Omit all pictures. Reproduce exactly the lines from the first line of the records below through the line with "position:relative; width:1148px; height:1141px;".

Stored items
-- Opening Marker --
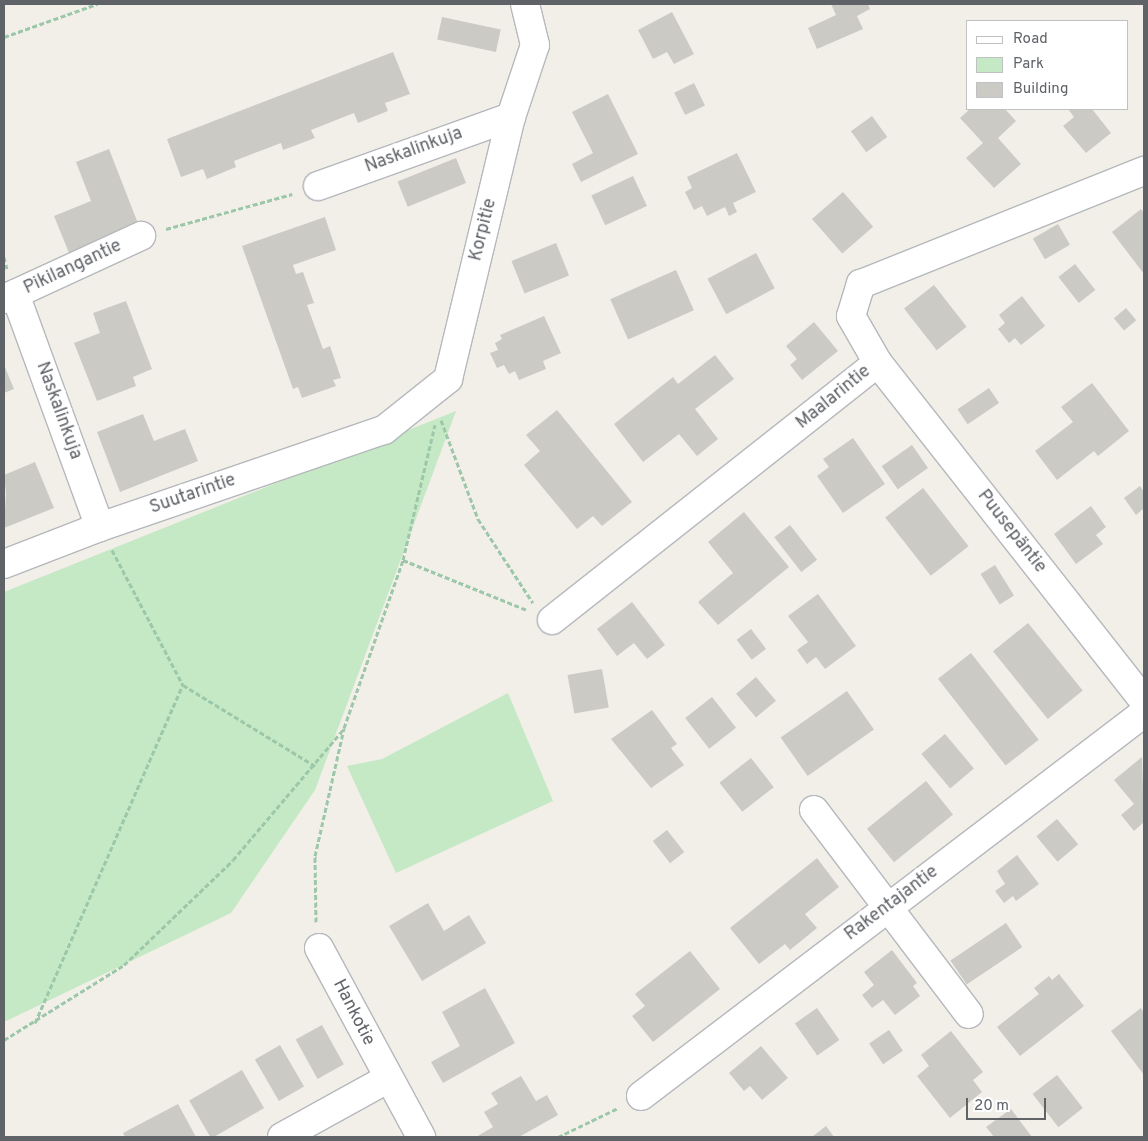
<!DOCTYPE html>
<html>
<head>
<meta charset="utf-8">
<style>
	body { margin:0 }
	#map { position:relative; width:1148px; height:1141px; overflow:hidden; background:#f1efe8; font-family:Overpass,sans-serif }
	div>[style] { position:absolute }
	.green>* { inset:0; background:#c5e8c5 }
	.building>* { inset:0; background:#cccac5; transform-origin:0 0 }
	.path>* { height:3px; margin-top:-1.5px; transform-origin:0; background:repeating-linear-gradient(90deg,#9cc7a9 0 5px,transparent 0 7.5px) }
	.roads { filter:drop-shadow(1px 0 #b5b8bc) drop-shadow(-1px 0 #b5b8bc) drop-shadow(0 1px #b5b8bc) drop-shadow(0 -1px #b5b8bc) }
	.street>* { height:28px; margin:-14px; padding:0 14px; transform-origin:14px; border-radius:14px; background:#fff }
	span { translate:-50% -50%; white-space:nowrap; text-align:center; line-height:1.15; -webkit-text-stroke:5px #fff; paint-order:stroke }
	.street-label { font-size:18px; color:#5f6368 }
	.frame { position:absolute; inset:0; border:5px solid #5f6368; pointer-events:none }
	.legend { position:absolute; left:966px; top:20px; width:162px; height:90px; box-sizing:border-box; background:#fff; border:1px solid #bfc1c3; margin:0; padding:6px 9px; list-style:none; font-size:15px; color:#5f6368 }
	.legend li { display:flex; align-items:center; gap:10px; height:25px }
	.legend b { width:25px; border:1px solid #bfc1c3 }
	.scale { position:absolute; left:966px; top:1098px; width:80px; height:22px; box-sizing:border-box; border:2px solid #5f6368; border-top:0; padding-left:6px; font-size:15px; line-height:18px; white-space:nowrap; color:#5f6368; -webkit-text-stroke:4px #fff; paint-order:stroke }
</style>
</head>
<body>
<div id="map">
	<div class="green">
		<div style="clip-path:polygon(456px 411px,315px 790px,231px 913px,4px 1022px,4px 592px)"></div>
		<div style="clip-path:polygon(508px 693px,553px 801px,396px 873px,347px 766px,382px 759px)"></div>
	</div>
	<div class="building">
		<div style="clip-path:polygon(831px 4px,868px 4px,870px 9px,857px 16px,863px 29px,817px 49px,808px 28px,836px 15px)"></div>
		<div style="clip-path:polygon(672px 12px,694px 54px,674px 64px,667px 52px,653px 59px,638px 30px)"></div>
		<div style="left:442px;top:17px;width:60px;height:23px;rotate:12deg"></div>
		<div style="clip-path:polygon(393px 52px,410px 94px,385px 103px,388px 111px,358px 123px,354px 113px,311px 130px,315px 138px,283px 150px,281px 143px,234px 161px,236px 167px,207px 179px,203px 169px,181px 177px,167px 139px)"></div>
		<div style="left:694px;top:83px;width:25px;height:22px;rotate:64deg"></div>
		<div style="clip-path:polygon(608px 94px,638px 154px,581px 182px,572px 164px,593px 153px,572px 112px)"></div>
		<div style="clip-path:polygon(970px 109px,1005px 109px,1016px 121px,998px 138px,1021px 164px,994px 188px,966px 158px,983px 143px,960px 118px)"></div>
		<div style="clip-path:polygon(1068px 109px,1092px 109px,1111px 133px,1086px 153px,1063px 126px,1074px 117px)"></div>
		<div style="left:872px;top:116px;width:26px;height:26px;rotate:54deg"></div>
		<div style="clip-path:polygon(109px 149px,139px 226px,69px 253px,54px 216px,91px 201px,76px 162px)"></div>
		<div style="clip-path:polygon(737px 153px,756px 192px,733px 203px,737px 212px,729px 216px,725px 207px,707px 216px,702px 206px,694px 210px,685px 192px,692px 188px,687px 177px)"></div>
		<div style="left:456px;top:158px;width:27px;height:63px;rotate:68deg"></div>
		<div style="left:633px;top:176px;width:33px;height:46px;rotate:65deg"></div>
		<div style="left:843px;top:192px;width:46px;height:41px;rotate:49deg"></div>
		<div style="clip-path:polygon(1141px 209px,1144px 213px,1144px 274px,1112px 232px)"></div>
		<div style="clip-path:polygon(325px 217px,336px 250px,293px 265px,296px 274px,303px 272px,314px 303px,307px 305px,323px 349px,330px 346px,341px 378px,333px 380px,336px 386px,302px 398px,298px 387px,293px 389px,242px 246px)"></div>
		<div style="left:1058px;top:224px;width:24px;height:29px;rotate:60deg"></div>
		<div style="left:556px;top:243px;width:35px;height:48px;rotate:68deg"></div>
		<div style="left:756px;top:253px;width:40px;height:55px;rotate:62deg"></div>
		<div style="left:1075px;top:264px;width:33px;height:21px;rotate:52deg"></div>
		<div style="left:676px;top:270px;width:44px;height:72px;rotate:66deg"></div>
		<div style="left:934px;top:285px;width:53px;height:38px;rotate:52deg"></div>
		<div style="clip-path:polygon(1022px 296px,1045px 326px,1021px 345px,1015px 338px,1009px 343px,998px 329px,1005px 323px,999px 315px)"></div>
		<div style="clip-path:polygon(126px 301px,152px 369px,133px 377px,136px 386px,97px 401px,74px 343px,100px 333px,93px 313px)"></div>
		<div style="left:1126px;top:308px;width:16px;height:16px;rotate:50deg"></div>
		<div style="clip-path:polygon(544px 316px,561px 353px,543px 361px,546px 369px,519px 380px,515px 371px,509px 374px,504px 365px,497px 368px,490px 353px,498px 350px,495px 343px,502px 339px,500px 335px)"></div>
		<div style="clip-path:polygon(814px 322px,838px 351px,802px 380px,790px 365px,797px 359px,786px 346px)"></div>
		<div style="clip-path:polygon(715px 355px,734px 379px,695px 409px,718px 439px,697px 456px,679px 434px,643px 462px,614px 424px,673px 377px,678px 384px)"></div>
		<div style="clip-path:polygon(4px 365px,14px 389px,4px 393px)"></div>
		<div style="clip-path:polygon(1092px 383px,1129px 431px,1098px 456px,1094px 451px,1057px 480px,1035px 451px,1073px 422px,1061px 407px)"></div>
		<div style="left:989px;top:388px;width:18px;height:38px;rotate:56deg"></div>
		<div style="clip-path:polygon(557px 410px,632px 502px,602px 526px,593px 516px,577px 529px,524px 465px,540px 451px,526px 435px)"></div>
		<div style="clip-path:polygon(143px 414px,154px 441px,185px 429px,198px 461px,120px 492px,97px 432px)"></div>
		<div style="clip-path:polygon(853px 438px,885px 484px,843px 513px,817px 476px,829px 467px,823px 459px)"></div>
		<div style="left:912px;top:445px;width:28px;height:37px;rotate:55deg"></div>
		<div style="clip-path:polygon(35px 462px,54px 508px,4px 528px,6px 493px,4px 475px)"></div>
		<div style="clip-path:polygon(1140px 486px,1144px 492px,1144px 508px,1136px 515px,1124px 498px)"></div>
		<div style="left:923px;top:488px;width:74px;height:48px;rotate:52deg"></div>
		<div style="clip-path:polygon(1091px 506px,1106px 527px,1096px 535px,1103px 544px,1076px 564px,1054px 534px)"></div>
		<div style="clip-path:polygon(744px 512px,789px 567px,718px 625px,698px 602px,733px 573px,708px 542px)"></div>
		<div style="left:790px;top:525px;width:44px;height:20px;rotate:52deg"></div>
		<div style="left:995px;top:565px;width:36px;height:17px;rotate:58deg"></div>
		<div style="clip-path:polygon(818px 594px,856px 646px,825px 669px,816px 657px,807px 664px,797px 650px,808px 642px,788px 616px)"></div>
		<div style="clip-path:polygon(632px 602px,665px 645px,647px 659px,634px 643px,617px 656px,597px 629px)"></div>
		<div style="left:1028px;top:623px;width:87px;height:45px;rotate:51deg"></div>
		<div style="left:751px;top:629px;width:25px;height:18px;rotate:53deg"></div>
		<div style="left:971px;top:653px;width:110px;height:42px;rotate:52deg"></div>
		<div style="left:602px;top:669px;width:39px;height:35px;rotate:80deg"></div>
		<div style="left:756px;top:677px;width:31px;height:26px;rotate:50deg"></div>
		<div style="left:847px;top:691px;width:47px;height:81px;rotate:55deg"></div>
		<div style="left:712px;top:697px;width:39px;height:34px;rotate:52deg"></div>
		<div style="clip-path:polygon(652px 710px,677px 744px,671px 748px,684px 765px,651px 788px,611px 739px)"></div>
		<div style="left:945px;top:734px;width:45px;height:31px;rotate:50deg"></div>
		<div style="clip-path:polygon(1142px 757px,1144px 822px,1134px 831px,1121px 815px,1134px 804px,1114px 780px)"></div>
		<div style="left:751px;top:758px;width:37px;height:40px;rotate:52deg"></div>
		<div style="left:926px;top:781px;width:43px;height:76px;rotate:51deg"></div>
		<div style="left:1057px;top:819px;width:33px;height:27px;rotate:50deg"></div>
		<div style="left:667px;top:830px;width:28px;height:18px;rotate:52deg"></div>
		<div style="clip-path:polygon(1017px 855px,1039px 884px,1016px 901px,1013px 896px,1004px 903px,995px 891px,1005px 884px,997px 871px)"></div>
		<div style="clip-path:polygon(817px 858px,839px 887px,805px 914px,817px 928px,790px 950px,785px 944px,759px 964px,730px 928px)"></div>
		<div style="clip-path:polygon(428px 903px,444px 931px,469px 915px,486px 943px,422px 981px,389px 926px)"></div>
		<div style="left:1006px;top:923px;width:29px;height:67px;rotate:56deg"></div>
		<div style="clip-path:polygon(892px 950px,917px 983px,913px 986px,920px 996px,895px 1015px,883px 1000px,872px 1008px,862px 995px,874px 985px,864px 972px)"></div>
		<div style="clip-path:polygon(690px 951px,720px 989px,653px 1042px,632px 1016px,645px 1006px,635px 994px)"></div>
		<div style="clip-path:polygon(1059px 974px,1084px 1006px,1020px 1056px,997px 1027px,1039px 994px,1034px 988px,1049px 976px,1052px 980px)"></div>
		<div style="clip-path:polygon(485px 988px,515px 1043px,443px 1083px,431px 1062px,460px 1046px,442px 1012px)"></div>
		<div style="left:817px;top:1008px;width:39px;height:27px;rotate:55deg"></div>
		<div style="clip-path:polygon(1141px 1008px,1144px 1013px,1144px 1075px,1111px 1031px)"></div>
		<div style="left:322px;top:1025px;width:45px;height:30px;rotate:61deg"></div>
		<div style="left:889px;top:1030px;width:25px;height:24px;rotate:56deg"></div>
		<div style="clip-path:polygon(951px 1031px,983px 1072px,973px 1080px,982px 1092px,950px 1118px,917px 1076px,929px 1066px,921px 1055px)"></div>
		<div style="left:280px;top:1045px;width:48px;height:29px;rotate:60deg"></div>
		<div style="clip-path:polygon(761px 1046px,788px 1078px,762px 1100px,750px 1086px,744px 1091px,729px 1073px)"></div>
		<div style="left:242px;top:1070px;width:44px;height:61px;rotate:60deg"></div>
		<div style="left:1057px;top:1075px;width:42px;height:31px;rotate:52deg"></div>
		<div style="clip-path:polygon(521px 1076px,536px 1101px,547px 1095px,558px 1115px,519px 1137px,476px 1137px,493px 1127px,484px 1112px,498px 1104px,491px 1093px)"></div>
		<div style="clip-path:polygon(178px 1104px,196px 1137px,125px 1137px,123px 1133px)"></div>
		<div style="clip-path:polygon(1011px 1109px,1032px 1137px,994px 1137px,986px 1127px)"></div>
		<div style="clip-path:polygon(826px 1126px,834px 1137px,812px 1137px)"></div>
	</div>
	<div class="path">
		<div style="left:4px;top:37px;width:99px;rotate:-19.5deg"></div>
		<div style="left:166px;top:229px;width:131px;rotate:-15.5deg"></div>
		<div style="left:4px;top:257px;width:12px;rotate:76deg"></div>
		<div style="left:441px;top:420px;width:106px;rotate:69.5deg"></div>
		<div style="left:478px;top:519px;width:100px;rotate:56.8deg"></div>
		<div style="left:112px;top:550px;width:153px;rotate:62.3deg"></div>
		<div style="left:183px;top:685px;width:155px;rotate:31.5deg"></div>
		<div style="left:403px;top:560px;width:134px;rotate:22deg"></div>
		<div style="left:316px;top:922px;width:66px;rotate:-90.9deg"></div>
		<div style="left:315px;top:856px;width:131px;rotate:-77.2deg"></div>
		<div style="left:344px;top:728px;width:178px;rotate:-70.6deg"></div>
		<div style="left:403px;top:560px;width:139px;rotate:-76.7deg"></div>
		<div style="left:35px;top:1023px;width:369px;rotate:-66.4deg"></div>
		<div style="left:4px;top:1040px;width:142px;rotate:-32deg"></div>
		<div style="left:124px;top:965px;width:151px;rotate:-43.9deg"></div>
		<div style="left:233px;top:860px;width:170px;rotate:-49.8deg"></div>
		<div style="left:558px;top:1137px;width:67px;rotate:-25.8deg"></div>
	</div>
	<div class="roads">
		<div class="street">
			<div style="left:318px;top:186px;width:205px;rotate:-19.7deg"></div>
			<div style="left:15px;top:294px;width:248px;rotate:70deg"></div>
			<div style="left:4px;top:299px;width:151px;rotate:-24.7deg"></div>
			<div style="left:878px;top:363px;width:430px;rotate:51.8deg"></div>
			<div style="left:4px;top:564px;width:103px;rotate:-21.1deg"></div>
			<div style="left:100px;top:527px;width:300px;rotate:-18.9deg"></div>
			<div style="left:384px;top:430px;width:82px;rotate:-38.6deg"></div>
			<div style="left:448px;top:379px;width:269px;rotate:-76.5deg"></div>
			<div style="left:511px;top:117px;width:76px;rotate:-71.6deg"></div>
			<div style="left:535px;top:45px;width:42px;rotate:-103.7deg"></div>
			<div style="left:552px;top:620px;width:415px;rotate:-38.3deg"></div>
			<div style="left:878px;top:363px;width:54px;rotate:-119.9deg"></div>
			<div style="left:851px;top:316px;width:34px;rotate:-73deg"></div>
			<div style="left:861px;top:284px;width:305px;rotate:-21.8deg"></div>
			<div style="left:814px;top:810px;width:256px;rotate:52.8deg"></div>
			<div style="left:319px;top:948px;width:215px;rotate:61.6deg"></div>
			<div style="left:641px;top:1096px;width:632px;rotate:-37.29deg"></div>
			<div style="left:282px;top:1137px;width:120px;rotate:-28.9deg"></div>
		</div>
	</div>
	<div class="street-label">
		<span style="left:414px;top:151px;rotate:-20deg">Naskalinkuja</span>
		<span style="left:484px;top:230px;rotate:-76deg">Korpitie</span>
		<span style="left:73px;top:268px;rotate:-25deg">Pikilangantie</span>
		<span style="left:834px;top:398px;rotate:-39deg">Maalarintie</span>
		<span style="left:58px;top:411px;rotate:70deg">Naskalinkuja</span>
		<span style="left:193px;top:495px;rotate:-19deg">Suutarintie</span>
		<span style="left:1011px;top:532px;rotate:52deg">Puusepäntie</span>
		<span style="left:892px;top:904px;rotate:-37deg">Rakentajantie</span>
		<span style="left:353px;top:1013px;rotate:63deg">Hankotie</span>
	</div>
	<div class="frame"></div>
	<ul class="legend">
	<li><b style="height:6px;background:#fff"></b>Road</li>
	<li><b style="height:14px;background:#c5e8c5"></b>Park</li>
	<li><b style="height:14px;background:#cccac5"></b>Building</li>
	</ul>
	<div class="scale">20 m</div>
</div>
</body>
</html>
-- Closing Marker --
● PROBLEM SOLUTION:
<!DOCTYPE html>
<html>
<head>
<meta charset="utf-8">
<style>
	body { margin:0 }
	#map { position:relative; width:1148px; height:1141px; overflow:hidden; background:#f1efe8; font-family:Overpass,sans-serif }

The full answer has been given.